Anfrage: St. Pauli Elbtunnel – Elbphilharmonie 2.0

Die HPA hat am 27.11.2015 bekanntgegeben, dass die Sanierung der Oströhre des St. Pauli Elbtunnels nach neuesten Schätzungen 59,7 Millionen Euro kosten wird. Ursprünglich sollte die gesamte Sanierung für beide Röhren 17 Millionen Euro Kosten. Es ist erkennbar, dass beim St. Pauli Elbtunnel vergleichbare Fehler wie bei der Elbphilharmonie begangen worden. Eine unzureichende Bestandsaufnahme führte zu vermeidbaren Kostenrisiken, die durch eine frühzeitige Intervention der Beteiligten hätte erkannt und gemindert werden können.

Vor diesem Hintergrund fragt der wirtschaftspolitische Sprecher der FDP-Bürgerschaftsfraktion Michael Kruse, MdHB in Kooperation mit Jens Meyer, MdHB den Senat:

1. Seit wann ist der HPA bekannt, dass die am 8. Dezember 2014 aktualisierten Projektkostenunterlagen (PKU) erneut überarbeitet werden müssen? Wie und wann hat der Senat von diesem Erfordernis erfahren?

2. Welche Ergänzungen und Änderungen der PKU gab es seit dem Beginn der Planungen zur Sanierung der Oströhre des St. Pauli Elbtunnels? Bitte Datum und Inhalte der Änderung dezidiert angeben.

3. Welche unvorhergesehenen Komplikationen bei den Sanierungsarbeiten sind aufgetreten, die zu den voraussichtlichen Kostensteigerungen  geführt haben?

4. Welche konkreten Maßnahmen sind erforderlich, um die unvorhergesehenen Komplikationen zu beheben?

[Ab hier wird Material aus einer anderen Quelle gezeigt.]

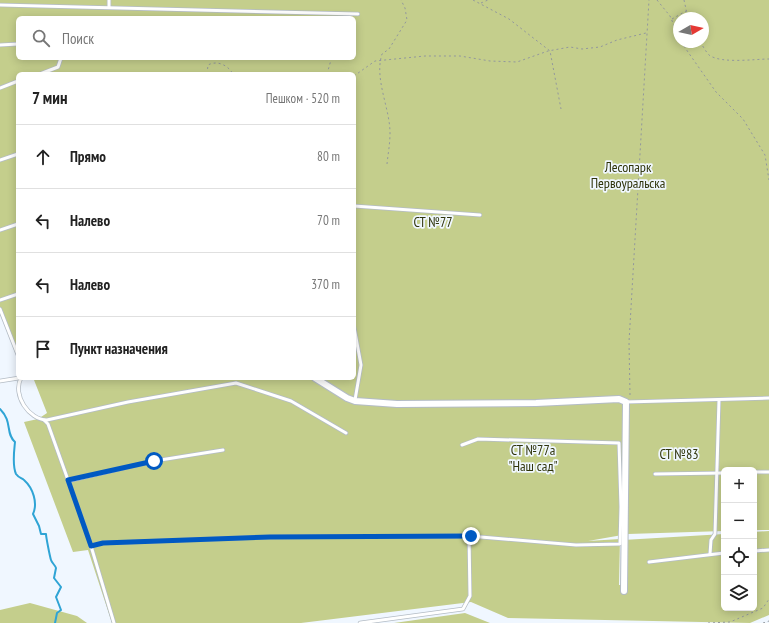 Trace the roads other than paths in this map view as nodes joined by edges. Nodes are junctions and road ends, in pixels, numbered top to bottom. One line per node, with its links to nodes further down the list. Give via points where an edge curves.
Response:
1 (109, 0): 3 (lane)
2 (0, 5): 3 (lane)
3 (109, 8): 4 (lane)
4 (358, 14)
5 (16, 44): 6 (lane)
6 (0, 45)
7 (60, 60): 8 (lane, via 58,67)
8 (45, 72)
9 (16, 83): 10 (lane)
10 (0, 88)
11 (16, 155): 12 (lane)
12 (0, 160)
13 (356, 206): 14 (lane)
14 (480, 214)
15 (16, 225): 16 (lane)
16 (0, 230)
17 (16, 295): 18 (lane)
18 (0, 300)
19 (0, 309): 21 (lane)
20 (356, 338): 28 (lane, via 361,365)
21 (16, 351)
22 (16, 379): 25 (lane)
23 (20, 380): 30 (lane, via 18,389 22,402 27,410)
24 (318, 380): 28 (street)
25 (0, 381)
26 (769, 398): 27 (lane)
27 (719, 400): 29 (lane); 36 (lane)
28 (355, 401): 29 (street, via 397,404 536,403 619,399)
29 (626, 402): 47 (street)
30 (44, 420): 31 (lane, via 236,383 291,401); 39 (lane, via 48,424)
31 (346, 433)
32 (462, 445): 40 (lane, via 478,439 619,443 620,544 576,545)
33 (223, 450): 39 (lane, via 154,461)
34 (757, 472): 35 (lane)
35 (769, 472)
36 (717, 473): 37 (lane); 38 (lane); 45 (lane, via 715,534 711,540)
37 (721, 473)
38 (655, 474)
39 (68, 480): 41 (lane)
40 (469, 536): 41 (lane, via 270,537 103,543); 49 (lane, via 470,596 463,608)
41 (91, 546): 48 (lane)
42 (769, 550): 43 (lane)
43 (757, 551)
44 (721, 553): 45 (lane)
45 (710, 554): 46 (lane)
46 (649, 562)
47 (624, 592)
48 (114, 623)
49 (360, 623)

Wie hoch sind dabei die jeweils  erforderlichen Mehrkosten? Sofern möglich bitte nach DIN 276 differenziert angeben.

5. Wie soll die Finanzierung der nun bekannt gewordenen Mehrkosten  bewerkstelligt werden? Aus welchem Haushaltsplan, welcher Produktgruppe soll die Finanzierung in welcher Höhe erfolgen? Wo wird es  gegebenenfalls Einsparungen durch die Mehrkosten geben?

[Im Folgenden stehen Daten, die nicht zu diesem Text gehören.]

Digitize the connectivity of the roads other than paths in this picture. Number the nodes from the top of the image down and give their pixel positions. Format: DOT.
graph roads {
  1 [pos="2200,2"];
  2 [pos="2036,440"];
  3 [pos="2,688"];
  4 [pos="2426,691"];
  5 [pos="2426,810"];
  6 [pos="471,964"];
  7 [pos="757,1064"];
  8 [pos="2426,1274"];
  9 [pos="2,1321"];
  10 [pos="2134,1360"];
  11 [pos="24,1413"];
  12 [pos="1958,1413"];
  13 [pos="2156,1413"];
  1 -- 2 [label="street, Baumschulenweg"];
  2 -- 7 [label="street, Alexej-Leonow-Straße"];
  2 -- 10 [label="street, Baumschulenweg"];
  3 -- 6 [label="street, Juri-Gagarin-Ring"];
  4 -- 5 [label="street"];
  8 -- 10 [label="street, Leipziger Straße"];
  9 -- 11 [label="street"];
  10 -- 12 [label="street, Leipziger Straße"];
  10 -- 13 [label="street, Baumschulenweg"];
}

6. Welche Bauzeit ist für das Projekt nun vorgesehen? Gibt es Abweichungen durch unvorhergesehene Komplikationen?  Wenn ja, welche und warum?  Wenn nein, warum nicht?

7. Aus welchen Gründen wurden die durchgeführten vier Bauteilöffnungen in Wand und Gewölbe sowie drei Bauteilöffnungen im Bereich der Fahrbahn im Rahmen der Voruntersuchungen als ausreichend erachtet? Wer hat diese Bewertung vorgenommen?

8. Inwieweit hätte spätestens nach Bekanntwerden der Fehlerhaftigkeit der Bestandspläne eine deutlich umfassendere Bestandsaufnahme erfolgen müssen? Aus welchen Gründen wurde darauf verzichtet, obwohl spätestens zu diesem Zeitpunkt erhebliche Kostenrisiken erkennbar waren?

9. Aus welchen Gründen wurde auf eine umfassende Bestandserhebung der Baukonstruktion des St. Pauli Elbtunnels mithilfe von zerstörungsfreien Verfahren aus der Geophysik (beispielsweise Radar, Ultraschall und Mikroseismik) verzichtet?

10. Inwieweit plant die HPA eine umfassende Bestandserhebung der Baukonstruktion der Weströhre des St. Pauli Elbtunnels? Welche Vorgehensweise und Technik soll hierfür genutzt werden?